1. OKUL

26 2 3
                                    

"OKUL BÖLÜMÜNÜ OKUMAYA BAŞLADIN!"

****

"Anne gerçekten o okula gitmek zorunda mıyım?"

"Eylül, gideceksin! Başka şansın yok. Sende gidip hocanın sınav notlarını çalmasaydın!"

"Anne özür diledim illa devlet okuluna mı gitmek zorundayım?"

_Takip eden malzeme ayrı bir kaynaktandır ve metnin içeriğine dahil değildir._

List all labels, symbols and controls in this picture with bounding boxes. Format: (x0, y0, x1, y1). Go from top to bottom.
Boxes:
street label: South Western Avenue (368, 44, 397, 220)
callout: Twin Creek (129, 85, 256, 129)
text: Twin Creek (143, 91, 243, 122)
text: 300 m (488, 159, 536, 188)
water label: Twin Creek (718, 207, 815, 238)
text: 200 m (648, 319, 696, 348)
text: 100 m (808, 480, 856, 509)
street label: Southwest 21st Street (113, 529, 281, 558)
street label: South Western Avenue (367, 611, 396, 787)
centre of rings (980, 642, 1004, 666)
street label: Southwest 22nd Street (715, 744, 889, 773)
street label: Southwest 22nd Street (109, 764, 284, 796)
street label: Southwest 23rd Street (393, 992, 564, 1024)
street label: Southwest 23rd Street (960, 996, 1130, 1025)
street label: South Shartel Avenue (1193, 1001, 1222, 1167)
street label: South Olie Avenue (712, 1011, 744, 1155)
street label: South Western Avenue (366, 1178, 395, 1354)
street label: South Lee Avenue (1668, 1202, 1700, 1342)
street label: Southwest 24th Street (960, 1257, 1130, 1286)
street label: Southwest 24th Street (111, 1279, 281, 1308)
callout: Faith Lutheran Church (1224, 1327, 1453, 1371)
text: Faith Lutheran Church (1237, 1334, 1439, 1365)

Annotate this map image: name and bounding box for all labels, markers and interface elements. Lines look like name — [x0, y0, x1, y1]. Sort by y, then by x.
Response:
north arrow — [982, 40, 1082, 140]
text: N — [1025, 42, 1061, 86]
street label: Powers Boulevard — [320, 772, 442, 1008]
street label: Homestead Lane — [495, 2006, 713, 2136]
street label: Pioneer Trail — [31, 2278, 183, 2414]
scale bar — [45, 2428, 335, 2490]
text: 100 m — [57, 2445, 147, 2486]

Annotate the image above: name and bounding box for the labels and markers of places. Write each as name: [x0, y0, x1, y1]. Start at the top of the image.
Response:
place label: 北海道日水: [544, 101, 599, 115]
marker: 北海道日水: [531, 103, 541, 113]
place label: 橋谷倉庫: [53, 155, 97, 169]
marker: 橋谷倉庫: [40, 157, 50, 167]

"Eylül, kes sesini kızgınım sana! Çık odana."

"Peki anne."

Annemin yanından sessizce odama çıktım.

Evet ben Eylül, size kendimden bahsedeyim. 16 yaşındayım ,yani lise 2. Ve annem ile babam beni özel okulumdan alıyorlar. Hemde niye biliyor musunuz? Sırf hocanın sınav notlarını aldım diye. Yani bence kötü bir şey değil.

Her neyse, işte 16 yaşındayım ve 1.67 boyundayım. Ne alaka sormayın. Ayrıca çok aham şaham şahane bir hayatım yok. Normal lise kızı hayatı. Ama bundan sonra ne olur bilemem...

Annemin adı Meryem, kendisi beni pek çok sever gördüğünüz gibi. Şaka maka ama gerçekten sever beni. Bende onu çok severim. Ev hanımı, sürekli evde.

Babamda var tabii. Kendisi polis, polis kızı olmak çok zor arkadaşlar help me. Sürekli arkadaşları beni görüyor hemen babama yetiştiriyorlar. Genelde kendisi nöbette oluyor ama sıkıntı yok bence.

Bir de abim var, Oğuz. Ah Oğizhannn. Aklıma Turşihan geldi karıştırmayın. Abim de polis, gerçi babam amir abim polis, aynen.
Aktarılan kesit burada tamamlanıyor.